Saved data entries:

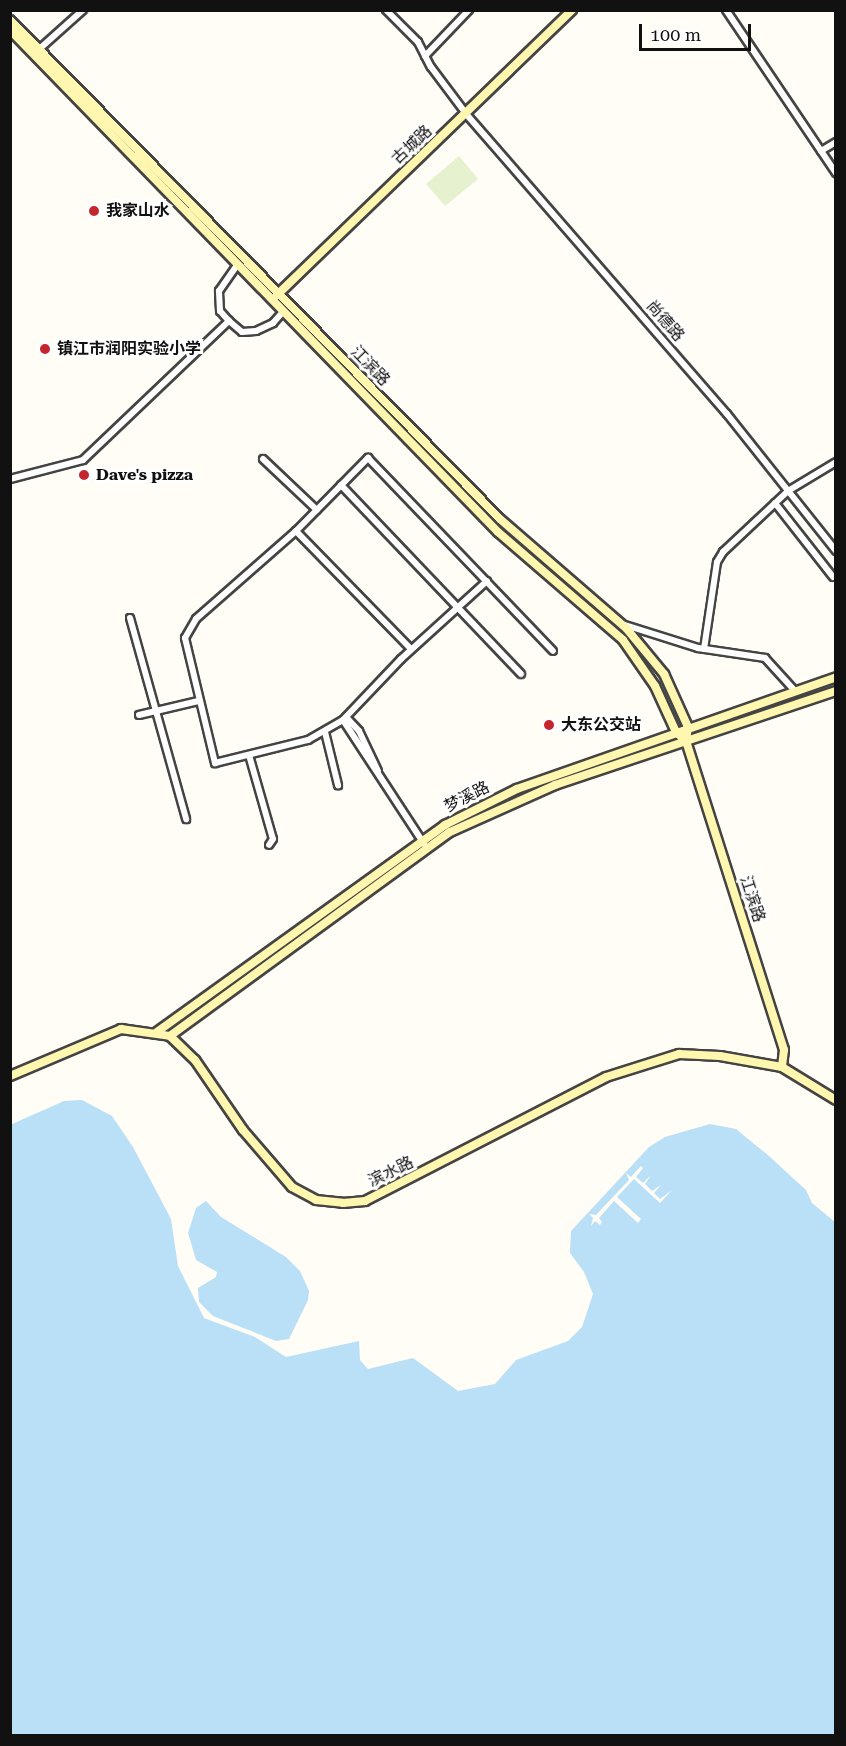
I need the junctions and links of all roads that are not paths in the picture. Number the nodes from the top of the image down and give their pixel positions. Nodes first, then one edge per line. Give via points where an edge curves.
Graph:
1 (83, 10) edge
2 (386, 10) edge
3 (469, 10) edge
4 (572, 10) edge
5 (726, 10) edge
6 (10, 20) edge
7 (10, 30) edge
8 (36, 52) junction
9 (425, 56) junction
10 (467, 115) junction
11 (836, 142) edge
12 (821, 151) junction
13 (836, 173) edge
14 (237, 265) junction
15 (279, 293) junction
16 (271, 300) junction
17 (283, 312) junction
18 (229, 321) junction
19 (263, 459) dead end
20 (836, 462) edge
21 (10, 479) edge
22 (341, 485) junction
23 (788, 491) junction
24 (775, 503) junction
25 (317, 510) junction
26 (296, 531) junction
27 (836, 551) edge
28 (833, 577) dead end
29 (487, 581) junction
30 (458, 607) junction
31 (130, 618) dead end
32 (621, 624) junction
33 (411, 649) junction
34 (704, 649) junction
35 (553, 651) dead end
36 (521, 674) dead end
37 (836, 676) edge
38 (794, 690) junction
39 (836, 691) edge
40 (198, 701) junction
41 (156, 711) junction
42 (139, 715) dead end
43 (345, 719) junction
44 (688, 727) junction
45 (325, 732) junction
46 (676, 732) junction
47 (686, 741) junction
48 (249, 755) junction
49 (338, 785) dead end
50 (186, 819) dead end
51 (424, 844) junction
52 (269, 845) dead end
53 (157, 1032) junction
54 (170, 1036) junction
55 (782, 1067) junction
56 (10, 1076) edge
57 (836, 1100) edge

1 - 8 street
2 - 9 street, 尚德路 via 418,42
3 - 9 street
4 - 10 main road, 古城路
5 - 12 street
6 - 8 main road, 江滨路
7 - 8 main road, 江滨路
8 - 14 main road, 江滨路
8 - 15 main road, 江滨路
9 - 10 street, 尚德路
10 - 15 main road, 古城路
10 - 23 street, 尚德路 via 727,414
11 - 12 street
12 - 13 street
14 - 16 main road, 江滨路
14 - 18 street via 219,291 220,311
15 - 16 main road, 古城路
15 - 32 main road, 江滨路 via 500,519
16 - 17 main road, 江滨路
17 - 18 street via 273,323 256,331 242,332
17 - 46 main road, 江滨路 via 498,532 623,640 655,686
18 - 21 street via 83,460
19 - 25 street
20 - 23 street
22 - 25 street
22 - 29 street via 368,458
22 - 30 street
23 - 24 street
23 - 27 street, 尚德路
24 - 28 street
24 - 34 street via 717,562
25 - 26 street
26 - 33 street
26 - 40 street via 196,620 185,638
29 - 30 street
29 - 35 street
30 - 33 street
30 - 36 street
31 - 41 street
32 - 34 street
32 - 44 main road, 江滨路 via 664,674
33 - 43 street
34 - 38 street via 765,658
37 - 38 main road, 梦溪路
38 - 44 main road, 梦溪路
39 - 47 main road, 梦溪路
40 - 41 street
40 - 48 street via 215,764
41 - 42 street
41 - 50 street
43 - 45 street
43 - 51 street via 359,731 378,772
44 - 46 main road, 梦溪路
44 - 47 main road, 江滨路
45 - 48 street
45 - 49 street
46 - 47 main road, 江滨路
46 - 51 main road, 梦溪路 via 516,789
47 - 51 main road, 梦溪路 via 522,798
47 - 55 main road, 江滨路 via 784,1050
48 - 52 street via 273,839
51 - 53 main road, 梦溪路
51 - 54 main road, 梦溪路
53 - 54 main road, 滨水路
53 - 56 main road, 滨水路 via 121,1029
54 - 55 main road, 滨水路 via 195,1060 243,1130 292,1187 316,1200 344,1203 364,1201 640,1063 679,1054 738,1058
55 - 57 main road, 滨水路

**Exercise objective:**
Only a number is expected: how many lines of the data include the string "dead".

**Response for this exercise:**
9